The more often it happens, the less it means. I had three graduation ceremonies -- elementary school, high school, and college. That felt right. Each marked a major ending/ beginning, and leaving an institution where I'd spent a significant chunk of my life. (6 years of elementary school, 4 each for HS and college.)
Caps and gowns belong to universities, I believe - if people want 'em - I never went to any of my degree ceremonies, as it happens.
I find the idea of a ritual of some sort for kids at the end of Primary School (is that what "Grade" school means in the US?) and at the end of High School to be a reasonable and appropriate thing - but what is being described here makes me wanna be sick - as do caps and gowns and such in schools.
I don't want to be rude, but the impression I get from this is that some Americans are just too affluent and can always find a frivolous way to spend their excess money.
The worst thing about it is that we imitate them so much, we'll end up doing the same sort of corny ceremonies, but without the money and "cute looks".
I voted for High School only. I know one of your other topics is self-esteem, Noddy, so I'll toss this out - my self-esteem wasn't crushed because I didn't get a cutie-cute photo op when I left nursery school.
Another thing - if we do the cutie-cute photo op after every scholastic milestone, won't some children get more of these than others?
For most American school districts:
Nursery is very, very young - up to age 3 or so.
Then Kindergarten - up to age 5 or so.
Then Grade School (also known as Grammar School), Grades 1 - 6, or ages 6 - 11 or so.

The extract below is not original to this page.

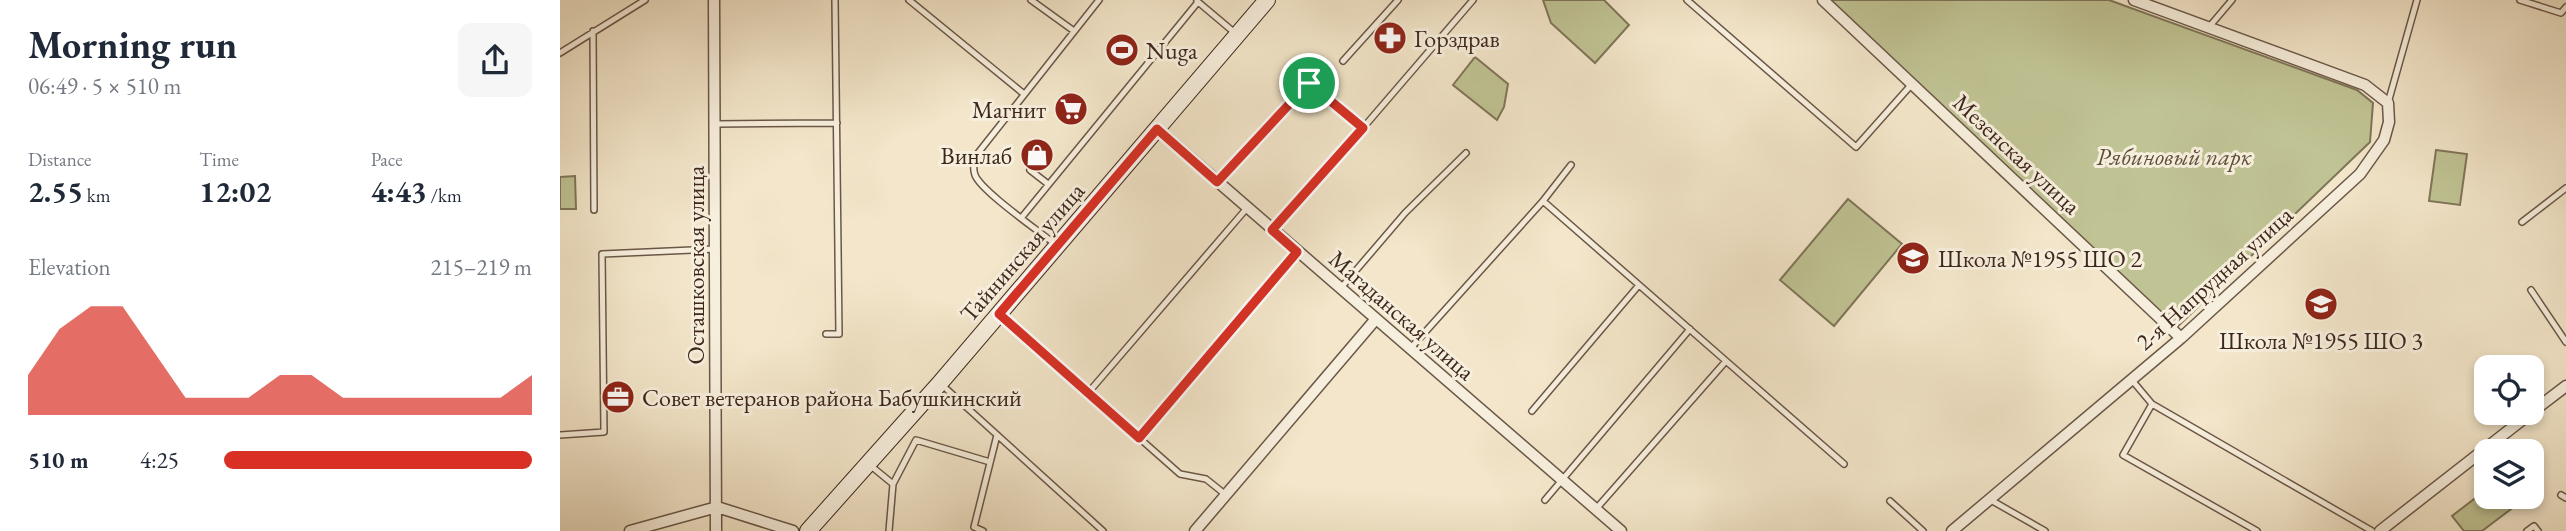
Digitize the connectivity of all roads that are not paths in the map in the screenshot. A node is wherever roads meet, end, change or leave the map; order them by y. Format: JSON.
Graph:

Junior High School, Grades 7 - 9. Ages 12 - 14 or 15.
High School, Grades 10 - 12. Ages 15 or 16 - 18.
Some districts don't do Junior High and instead do what's called Middle School. It's supposedly easier on the kids as it puts grades and ages together more logically. For those districts, after Kindergarten, it goes:
Grade School, Grades 1 - 4, ages 6 - 9.
Middle School, Grades 5 - 8, ages 10 - 13 or 14.
High School, Grades 9 - 12, ages 14 or 15 - 18.
Other school districts and/or private schools combine Grade School and Middle School, so they handle Grades 1 - 8, ages 6 - 14. Then the kids go to a four-year High School.
Nursery School also isn't a state requirement (some kids just go to Day Care until they start Kindergarten). Do Day Care centers offer graduation ceremonies?
Oy, it just strikes me as, like fbaezer says, a place to drop off some excess cash, and not a celebration of too much actual academic achievement. Is Nursery School (or Day Care) important? Absolutely. But to do all of these graduations just strikes me as watering down the whole shooting match.
Thank you all.
I have a snobbish horror of turning children into performing animals. While a Nursery School Graduation certainly ranks above a Tom Thumb Wedding "Ceremony", the kids do not know what is going on (I know of one child who went through a Nursery School Graduation--cap and gown, but no flowers--and burst into tears the next Monday because she couldn't go back to Nursery School!).
Nursery School teachers mourn that while they have to limit seating for "graduation" they have great difficulty through the school year finding parents to chaperone field trips.
"Each to her own taste," said my grandmother as she kissed the cow. I'm a snobbish bovine busser.
Thank you all.
I have seen one of those nursery school extravaganzas, and believe me it is the very essence of kitsch. It is not for the kids- It is for the parents.
Graduation from nursery school IS a rite of passage. I could see a nice party with the parents attending, lots of balloons, ice cream and cake. Caps and gowns indicate substantial educational achievement- and should be reserved for university graduations.
Good lord. What a horrendous thought. I barely think high school grad ceremonies are appropriate. Definitely no caps and gowns before the uni level.
My dog 'graduates' from beginner obedience on Sunday. We were told to bring cameras as there will be caps! What is going on in this world?